The risk factor said it first, and it said it in one sentence. Apple's 2024 Form 10-K describes the App Store dispute as concerning 'how developers may communicate and promote offers to end users for apps distributed through the App Store.' Source: Apple Inc. Form 10-K (FY2024), via EdgarBeast, the SEC filing data API & evidence index.

Put a number on why that sentence matters: Apple's in-app purchase commission only holds if users buy inside the app. The moment a developer can tell a user 'subscribe on our website for less,' the in-app payment flow — and the commission attached to it — leaks. Anti-steering rules are not a side policy; they are the load-bearing wall of the IAP product.

That is why a fight that sounds like a communications technicality is actually about the heart of the business model. 'How developers may communicate' is regulatory shorthand for 'whether Apple's commission can be routed around.' The product is the commission; the commission depends on the steering rule; the steering rule is the thing under dispute.

The 2025 filing shows the battle moving up a level. Where the 2024 10-K addressed communication and promotion of offers, the 2025 10-K discloses an investigation into Apple's broader 'new contractual requirements for third-party app developers and app marketplaces.' The fight escalated from how developers may talk to users, to the whole rulebook governing them.

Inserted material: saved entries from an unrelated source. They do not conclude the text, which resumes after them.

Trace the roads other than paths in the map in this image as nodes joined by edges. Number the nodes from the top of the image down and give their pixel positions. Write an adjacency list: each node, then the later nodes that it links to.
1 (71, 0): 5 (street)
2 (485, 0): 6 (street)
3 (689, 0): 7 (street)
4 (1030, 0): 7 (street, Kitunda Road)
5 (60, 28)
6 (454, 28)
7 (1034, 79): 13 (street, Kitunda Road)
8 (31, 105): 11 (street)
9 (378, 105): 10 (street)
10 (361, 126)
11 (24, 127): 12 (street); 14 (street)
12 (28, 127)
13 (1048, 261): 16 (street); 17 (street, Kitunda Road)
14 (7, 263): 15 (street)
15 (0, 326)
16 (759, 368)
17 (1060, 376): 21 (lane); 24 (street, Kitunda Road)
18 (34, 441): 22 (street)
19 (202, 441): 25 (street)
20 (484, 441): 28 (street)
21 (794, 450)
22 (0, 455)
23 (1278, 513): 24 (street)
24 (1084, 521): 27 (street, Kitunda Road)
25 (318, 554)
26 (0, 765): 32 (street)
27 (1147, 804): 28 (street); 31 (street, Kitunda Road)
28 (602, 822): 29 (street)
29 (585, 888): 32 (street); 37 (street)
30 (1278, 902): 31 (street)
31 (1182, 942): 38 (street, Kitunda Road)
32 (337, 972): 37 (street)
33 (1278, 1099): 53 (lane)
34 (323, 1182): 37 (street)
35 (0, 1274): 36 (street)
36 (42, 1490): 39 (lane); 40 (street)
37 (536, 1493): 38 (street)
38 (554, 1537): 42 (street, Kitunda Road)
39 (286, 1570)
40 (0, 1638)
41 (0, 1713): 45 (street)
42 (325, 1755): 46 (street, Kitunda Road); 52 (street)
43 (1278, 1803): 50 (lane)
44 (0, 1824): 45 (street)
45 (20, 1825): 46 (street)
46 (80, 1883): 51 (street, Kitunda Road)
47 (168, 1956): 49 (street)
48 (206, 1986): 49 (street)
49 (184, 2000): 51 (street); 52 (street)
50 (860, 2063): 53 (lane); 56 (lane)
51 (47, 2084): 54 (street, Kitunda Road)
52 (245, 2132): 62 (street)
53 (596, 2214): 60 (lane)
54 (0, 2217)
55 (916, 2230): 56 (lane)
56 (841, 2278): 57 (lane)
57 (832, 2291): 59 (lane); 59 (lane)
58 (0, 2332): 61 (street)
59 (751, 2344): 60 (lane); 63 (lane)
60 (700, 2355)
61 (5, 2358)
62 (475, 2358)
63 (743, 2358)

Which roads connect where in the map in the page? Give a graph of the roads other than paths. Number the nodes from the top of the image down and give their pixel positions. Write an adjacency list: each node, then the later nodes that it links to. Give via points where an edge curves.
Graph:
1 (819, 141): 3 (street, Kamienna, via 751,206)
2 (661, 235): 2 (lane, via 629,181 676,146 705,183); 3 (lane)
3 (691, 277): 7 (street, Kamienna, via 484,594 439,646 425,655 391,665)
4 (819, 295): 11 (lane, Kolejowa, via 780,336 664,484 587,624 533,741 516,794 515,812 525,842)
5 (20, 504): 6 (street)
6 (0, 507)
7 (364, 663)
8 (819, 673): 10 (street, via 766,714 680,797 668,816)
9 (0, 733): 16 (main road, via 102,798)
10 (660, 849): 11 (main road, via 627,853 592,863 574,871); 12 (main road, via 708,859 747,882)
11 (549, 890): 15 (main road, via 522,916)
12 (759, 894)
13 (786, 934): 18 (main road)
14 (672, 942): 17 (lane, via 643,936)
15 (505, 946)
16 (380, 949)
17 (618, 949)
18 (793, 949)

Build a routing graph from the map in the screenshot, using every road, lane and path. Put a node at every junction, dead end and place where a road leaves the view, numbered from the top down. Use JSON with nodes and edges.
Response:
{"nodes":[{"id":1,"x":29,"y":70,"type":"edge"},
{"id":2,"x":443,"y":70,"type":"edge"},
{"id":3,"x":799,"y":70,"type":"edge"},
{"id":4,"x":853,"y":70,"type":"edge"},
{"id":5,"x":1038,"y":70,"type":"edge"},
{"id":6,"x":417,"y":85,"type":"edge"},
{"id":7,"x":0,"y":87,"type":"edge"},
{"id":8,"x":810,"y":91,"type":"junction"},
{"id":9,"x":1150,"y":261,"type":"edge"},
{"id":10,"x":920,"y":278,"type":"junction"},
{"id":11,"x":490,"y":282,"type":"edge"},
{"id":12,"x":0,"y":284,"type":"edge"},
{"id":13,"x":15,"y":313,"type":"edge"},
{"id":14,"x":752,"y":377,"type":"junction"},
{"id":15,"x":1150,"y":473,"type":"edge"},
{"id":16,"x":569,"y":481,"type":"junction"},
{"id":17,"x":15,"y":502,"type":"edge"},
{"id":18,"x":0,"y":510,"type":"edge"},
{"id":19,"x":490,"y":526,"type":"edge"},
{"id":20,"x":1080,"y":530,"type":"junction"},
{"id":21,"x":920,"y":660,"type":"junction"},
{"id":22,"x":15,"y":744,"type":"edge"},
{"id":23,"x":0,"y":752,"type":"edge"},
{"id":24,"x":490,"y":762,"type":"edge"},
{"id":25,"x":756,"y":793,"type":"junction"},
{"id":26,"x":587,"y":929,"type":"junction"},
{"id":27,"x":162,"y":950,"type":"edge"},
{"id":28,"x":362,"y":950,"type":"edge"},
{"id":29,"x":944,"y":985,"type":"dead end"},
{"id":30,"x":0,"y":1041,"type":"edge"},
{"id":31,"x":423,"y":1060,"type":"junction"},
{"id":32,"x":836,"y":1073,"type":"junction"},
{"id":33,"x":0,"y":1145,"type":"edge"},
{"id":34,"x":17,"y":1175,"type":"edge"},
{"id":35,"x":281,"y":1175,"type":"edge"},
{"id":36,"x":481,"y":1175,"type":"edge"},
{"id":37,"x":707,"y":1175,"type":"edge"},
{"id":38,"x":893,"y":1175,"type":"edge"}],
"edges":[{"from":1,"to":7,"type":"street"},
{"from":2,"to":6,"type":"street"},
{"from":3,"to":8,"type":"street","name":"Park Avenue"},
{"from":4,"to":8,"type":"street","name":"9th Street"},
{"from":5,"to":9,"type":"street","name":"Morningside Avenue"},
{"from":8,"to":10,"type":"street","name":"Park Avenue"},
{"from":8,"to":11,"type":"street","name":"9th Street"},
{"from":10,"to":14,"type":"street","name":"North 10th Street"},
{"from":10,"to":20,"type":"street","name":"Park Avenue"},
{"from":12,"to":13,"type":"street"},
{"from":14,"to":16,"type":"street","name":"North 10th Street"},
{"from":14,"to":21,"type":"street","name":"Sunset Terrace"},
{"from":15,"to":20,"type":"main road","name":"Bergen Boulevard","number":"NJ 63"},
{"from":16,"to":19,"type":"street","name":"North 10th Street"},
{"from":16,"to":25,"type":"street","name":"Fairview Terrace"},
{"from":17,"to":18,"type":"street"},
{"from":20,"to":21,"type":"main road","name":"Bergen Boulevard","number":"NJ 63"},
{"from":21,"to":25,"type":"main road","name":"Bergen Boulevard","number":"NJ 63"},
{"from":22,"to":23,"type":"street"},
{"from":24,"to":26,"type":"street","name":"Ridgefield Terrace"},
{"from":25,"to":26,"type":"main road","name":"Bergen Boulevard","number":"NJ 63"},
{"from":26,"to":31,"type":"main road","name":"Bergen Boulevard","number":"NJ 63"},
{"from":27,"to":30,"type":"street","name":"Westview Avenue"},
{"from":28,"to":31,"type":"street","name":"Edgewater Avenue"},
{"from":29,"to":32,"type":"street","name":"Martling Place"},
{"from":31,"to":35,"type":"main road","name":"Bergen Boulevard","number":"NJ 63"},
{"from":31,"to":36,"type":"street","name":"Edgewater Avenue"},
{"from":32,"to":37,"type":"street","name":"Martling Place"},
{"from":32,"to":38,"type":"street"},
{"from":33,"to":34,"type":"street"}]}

For the consumer reading this, the stakes are concrete. Anti-steering is the reason the price you see in an app may be higher than the price on the developer's website — the friction is by design, and the design is what the filing is fighting over. When steering opens up, the relationship between in-app and out-of-app pricing changes.

Fees are revenue; revenue is the fight. Apple's own 10-K reduces the entire App Store commission debate to a sentence about communication — and once you see that sentence as the product spec it really is, every App Store headline reads differently.